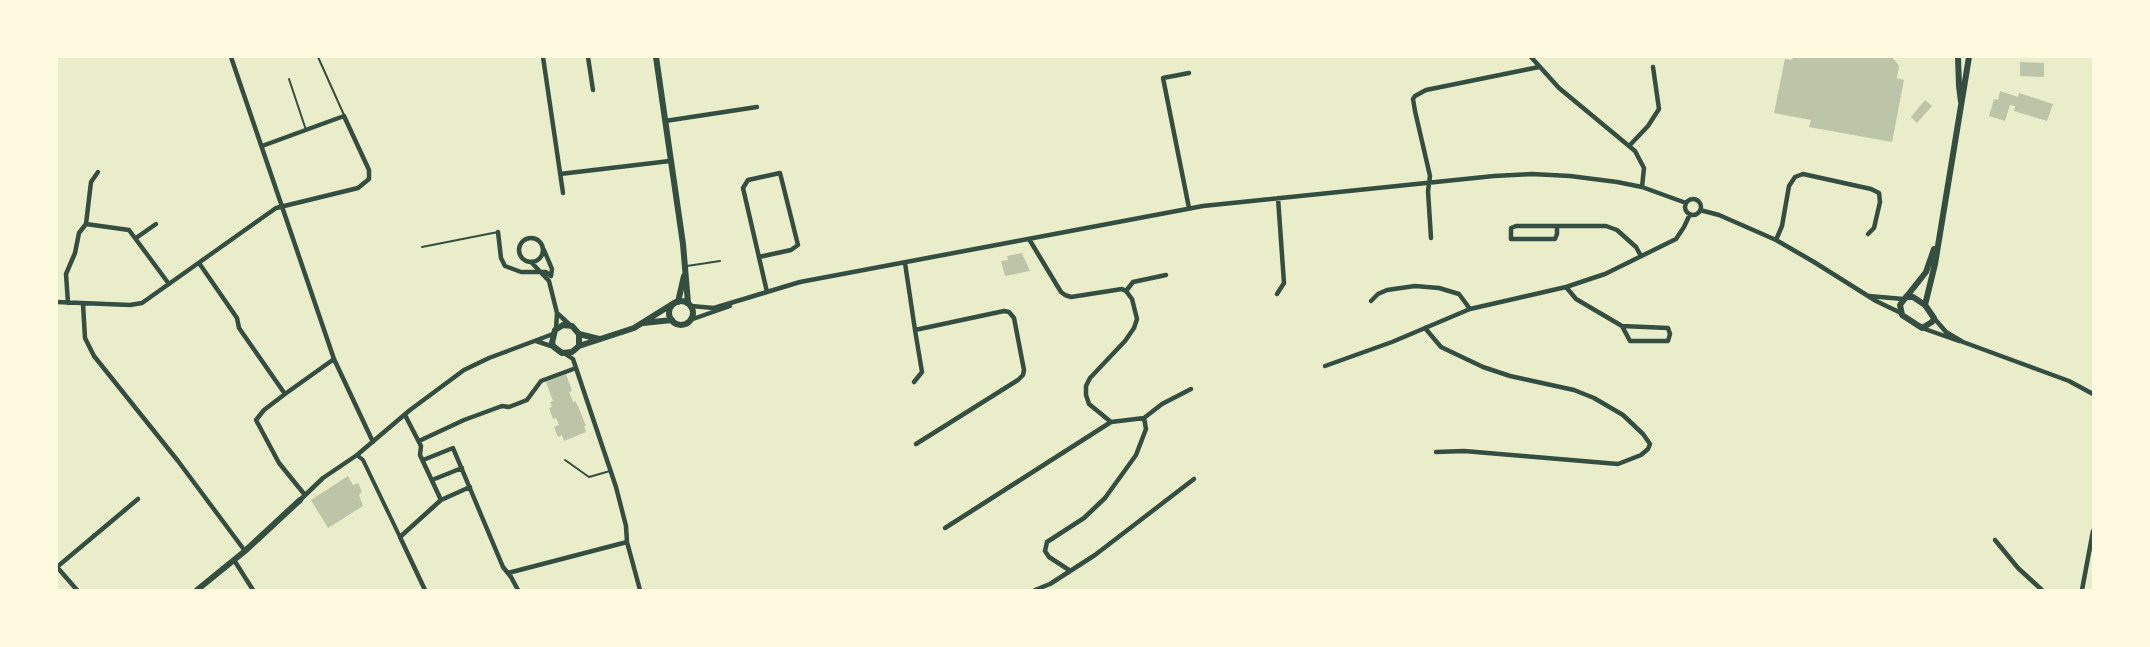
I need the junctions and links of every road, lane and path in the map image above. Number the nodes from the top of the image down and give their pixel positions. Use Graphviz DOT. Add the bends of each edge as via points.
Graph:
graph roads {
  1 [pos="231,57"];
  2 [pos="318,57"];
  3 [pos="543,57"];
  4 [pos="588,57"];
  5 [pos="656,57"];
  6 [pos="1531,57"];
  7 [pos="1958,57"];
  8 [pos="1969,57"];
  9 [pos="1539,67"];
  10 [pos="1653,67"];
  11 [pos="1189,74"];
  12 [pos="290,79"];
  13 [pos="593,90"];
  14 [pos="1962,102"];
  15 [pos="757,107"];
  16 [pos="344,116"];
  17 [pos="665,121"];
  18 [pos="306,130"];
  19 [pos="1630,145"];
  20 [pos="262,146"];
  21 [pos="669,161"];
  22 [pos="98,172"];
  23 [pos="560,174"];
  24 [pos="1429,183"];
  25 [pos="1642,187"];
  26 [pos="563,193"];
  27 [pos="1278,198"];
  28 [pos="1686,203"];
  29 [pos="282,206"];
  30 [pos="1189,208"];
  31 [pos="1700,210"];
  32 [pos="1690,214"];
  33 [pos="86,224"];
  34 [pos="156,224"];
  35 [pos="1557,226"];
  36 [pos="498,232"];
  37 [pos="1868,234"];
  38 [pos="136,238"];
  39 [pos="1431,238"];
  40 [pos="1029,239"];
  41 [pos="1938,239"];
  42 [pos="1776,240"];
  43 [pos="422,247"];
  44 [pos="544,250"];
  45 [pos="1641,256"];
  46 [pos="759,258"];
  47 [pos="720,261"];
  48 [pos="198,262"];
  49 [pos="531,262"];
  50 [pos="905,264"];
  51 [pos="684,270"];
  52 [pos="542,272"];
  53 [pos="1166,275"];
  54 [pos="550,279"];
  55 [pos="169,284"];
  56 [pos="1566,287"];
  57 [pos="1126,291"];
  58 [pos="767,292"];
  59 [pos="1277,294"];
  60 [pos="1867,295"];
  61 [pos="1905,298"];
  62 [pos="743,300"];
  63 [pos="1371,301"];
  64 [pos="57,302"];
  65 [pos="676,302"];
  66 [pos="68,303"];
  67 [pos="83,304"];
  68 [pos="689,305"];
  69 [pos="1925,305"];
  70 [pos="1470,309"];
  71 [pos="557,313"];
  72 [pos="1901,313"];
  73 [pos="1934,318"];
  74 [pos="672,320"];
  75 [pos="690,320"];
  76 [pos="642,323"];
  77 [pos="570,325"];
  78 [pos="1622,326"];
  79 [pos="1425,328"];
  80 [pos="1922,328"];
  81 [pos="915,330"];
  82 [pos="555,331"];
  83 [pos="579,334"];
  84 [pos="599,339"];
  85 [pos="536,341"];
  86 [pos="1963,342"];
  87 [pos="554,347"];
  88 [pos="578,348"];
  89 [pos="564,353"];
  90 [pos="334,359"];
  91 [pos="573,359"];
  92 [pos="1325,366"];
  93 [pos="576,368"];
  94 [pos="914,381"];
  95 [pos="1191,389"];
  96 [pos="285,394"];
  97 [pos="2093,394"];
  98 [pos="405,415"];
  99 [pos="1144,419"];
  100 [pos="1111,422"];
  101 [pos="419,441"];
  102 [pos="373,442"];
  103 [pos="916,444"];
  104 [pos="1436,452"];
  105 [pos="357,455"];
  106 [pos="423,460"];
  107 [pos="565,460"];
  108 [pos="462,468"];
  109 [pos="610,471"];
  110 [pos="1194,478"];
  111 [pos="432,480"];
  112 [pos="470,487"];
  113 [pos="302,497"];
  114 [pos="138,499"];
  115 [pos="441,500"];
  116 [pos="945,528"];
  117 [pos="2093,531"];
  118 [pos="400,537"];
  119 [pos="1995,540"];
  120 [pos="627,542"];
  121 [pos="244,551"];
  122 [pos="234,560"];
  123 [pos="57,567"];
  124 [pos="1069,570"];
  125 [pos="507,573"];
  126 [pos="77,590"];
  127 [pos="197,590"];
  128 [pos="253,590"];
  129 [pos="425,590"];
  130 [pos="518,590"];
  131 [pos="640,590"];
  132 [pos="1035,590"];
  133 [pos="2042,590"];
  134 [pos="2082,590"];
  1 -- 20 [label="street"];
  2 -- 16 [label="lane"];
  3 -- 23 [label="street"];
  4 -- 13 [label="street"];
  5 -- 17 [label="street"];
  6 -- 9 [label="street"];
  7 -- 14 [label="street"];
  8 -- 14 [label="street"];
  9 -- 19 [label="street"];
  9 -- 24 [label="street" via="1416,94 1413,99"];
  10 -- 19 [label="street" via="1659,109"];
  11 -- 30 [label="street" via="1163,78"];
  12 -- 18 [label="lane"];
  14 -- 41 [label="street"];
  15 -- 17 [label="street"];
  16 -- 18 [label="street"];
  16 -- 29 [label="street" via="369,170 369,179 358,188"];
  17 -- 21 [label="street"];
  18 -- 20 [label="street"];
  19 -- 25 [label="street" via="1644,168"];
  20 -- 29 [label="street"];
  21 -- 23 [label="street"];
  21 -- 51 [label="street"];
  22 -- 33 [label="street" via="91,182"];
  23 -- 26 [label="street"];
  24 -- 25 [label="street" via="1532,174"];
  24 -- 27 [label="street"];
  24 -- 39 [label="street"];
  25 -- 28 [label="street"];
  27 -- 30 [label="street"];
  27 -- 59 [label="street" via="1284,284"];
  28 -- 31 [label="street" via="1697,200"];
  28 -- 32 [label="street"];
  29 -- 48 [label="street"];
  29 -- 90 [label="street"];
  30 -- 40 [label="street"];
  31 -- 32 [label="street"];
  31 -- 42 [label="street"];
  32 -- 45 [label="street" via="1676,239"];
  33 -- 38 [label="street" via="129,230"];
  33 -- 66 [label="street" via="79,233 66,274"];
  34 -- 38 [label="street"];
  35 -- 35 [label="street" via="1516,226 1511,228 1510,239 1555,239"];
  35 -- 45 [label="street" via="1611,227"];
  36 -- 43 [label="lane"];
  36 -- 52 [label="street" via="505,266 521,272"];
  37 -- 42 [label="street" via="1874,228 1881,198 1876,191 1803,174 1789,186"];
  38 -- 55 [label="street"];
  40 -- 50 [label="street"];
  40 -- 57 [label="street" via="1065,295"];
  41 -- 61 [label="street" via="1926,272"];
  41 -- 69 [label="street"];
  42 -- 60 [label="street"];
  44 -- 49 [label="street" via="541,257"];
  44 -- 49 [label="street" via="536,238 522,242 519,253"];
  44 -- 54 [label="street" via="552,269"];
  45 -- 56 [label="street"];
  46 -- 46 [label="street" via="798,245 780,173 748,180 743,188"];
  46 -- 58 [label="street"];
  47 -- 51 [label="lane"];
  48 -- 55 [label="street"];
  48 -- 96 [label="street"];
  49 -- 52 [label="street"];
  50 -- 58 [label="street" via="800,282"];
  50 -- 81 [label="street"];
  51 -- 65 [label="street"];
  51 -- 68 [label="street"];
  52 -- 54 [label="street"];
  53 -- 57 [label="street" via="1136,281"];
  54 -- 71 [label="street"];
  55 -- 67 [label="street" via="138,304"];
  56 -- 70 [label="street"];
  56 -- 78 [label="street" via="1576,299"];
  57 -- 100 [label="street" via="1136,308 1134,328 1086,386 1089,404"];
  58 -- 62 [label="street"];
  60 -- 61 [label="street"];
  60 -- 72 [label="street"];
  61 -- 69 [label="street" via="1913,297"];
  61 -- 72 [label="street" via="1900,305"];
  62 -- 68 [label="street" via="709,308"];
  62 -- 75 [label="street"];
  63 -- 70 [label="street" via="1387,290 1409,286 1439,288 1458,294"];
  64 -- 66 [label="street"];
  65 -- 68 [label="street"];
  65 -- 74 [label="street" via="669,311"];
  65 -- 76 [label="street"];
  66 -- 67 [label="street"];
  67 -- 121 [label="street" via="85,338 94,356"];
  68 -- 75 [label="street" via="693,313"];
  69 -- 73 [label="street"];
  70 -- 79 [label="street"];
  71 -- 77 [label="street"];
  71 -- 82 [label="street"];
  72 -- 80 [label="street"];
  73 -- 80 [label="street"];
  73 -- 86 [label="street" via="1946,332"];
  74 -- 75 [label="street" via="681,324"];
  74 -- 76 [label="street"];
  76 -- 84 [label="street"];
  77 -- 82 [label="street"];
  77 -- 83 [label="street"];
  78 -- 78 [label="street" via="1630,341 1668,341 1670,334 1668,328"];
  79 -- 92 [label="street"];
  79 -- 104 [label="street" via="1441,347 1483,367 1594,398 1623,415 1650,444 1641,455 1618,464"];
  80 -- 86 [label="street"];
  81 -- 94 [label="street" via="922,372"];
  81 -- 103 [label="street" via="1009,312 1014,318 1023,370 1018,380"];
  82 -- 85 [label="street"];
  82 -- 87 [label="street"];
  83 -- 84 [label="street"];
  83 -- 88 [label="street"];
  84 -- 88 [label="street"];
  85 -- 87 [label="street"];
  85 -- 98 [label="street" via="464,370"];
  86 -- 97 [label="street" via="2069,381"];
  87 -- 89 [label="street"];
  88 -- 89 [label="street"];
  88 -- 91 [label="street"];
  89 -- 91 [label="street"];
  90 -- 96 [label="street"];
  90 -- 102 [label="street"];
  91 -- 93 [label="street"];
  93 -- 101 [label="street" via="542,381 527,400 483,413"];
  93 -- 109 [label="street"];
  95 -- 99 [label="street"];
  96 -- 113 [label="street" via="257,416 256,423"];
  98 -- 101 [label="street"];
  98 -- 102 [label="street"];
  99 -- 100 [label="street"];
  99 -- 124 [label="street" via="1146,429 1136,455 1105,498 1084,518 1047,542 1045,551 1049,558"];
  100 -- 116 [label="street"];
  101 -- 106 [label="street"];
  102 -- 105 [label="street"];
  105 -- 113 [label="street"];
  105 -- 118 [label="street"];
  106 -- 108 [label="street" via="453,448"];
  106 -- 111 [label="street"];
  107 -- 109 [label="lane" via="590,477"];
  108 -- 111 [label="street"];
  108 -- 112 [label="street"];
  109 -- 120 [label="street"];
  110 -- 124 [label="street" via="1095,555"];
  111 -- 115 [label="street"];
  112 -- 115 [label="street"];
  112 -- 125 [label="street"];
  113 -- 121 [label="street"];
  114 -- 123 [label="street"];
  115 -- 118 [label="street"];
  117 -- 134 [label="street"];
  118 -- 129 [label="street"];
  119 -- 133 [label="street"];
  120 -- 125 [label="street"];
  120 -- 131 [label="street"];
  121 -- 122 [label="street"];
  122 -- 127 [label="street"];
  122 -- 128 [label="street"];
  123 -- 126 [label="street"];
  124 -- 132 [label="street"];
  125 -- 130 [label="street"];
}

══════════════════════════════

→ Task requirements
Out of the entries, report each line that contains the word "lane".

→ Answer space
I need the junctions and links of every road, lane and path in the map image above. Number the nodes from the top of the image down and give their pixel positions. Use Graphviz DOT. Add the bends of each edge as via points.
  2 -- 16 [label="lane"];
  12 -- 18 [label="lane"];
  36 -- 43 [label="lane"];
  47 -- 51 [label="lane"];
  107 -- 109 [label="lane" via="590,477"];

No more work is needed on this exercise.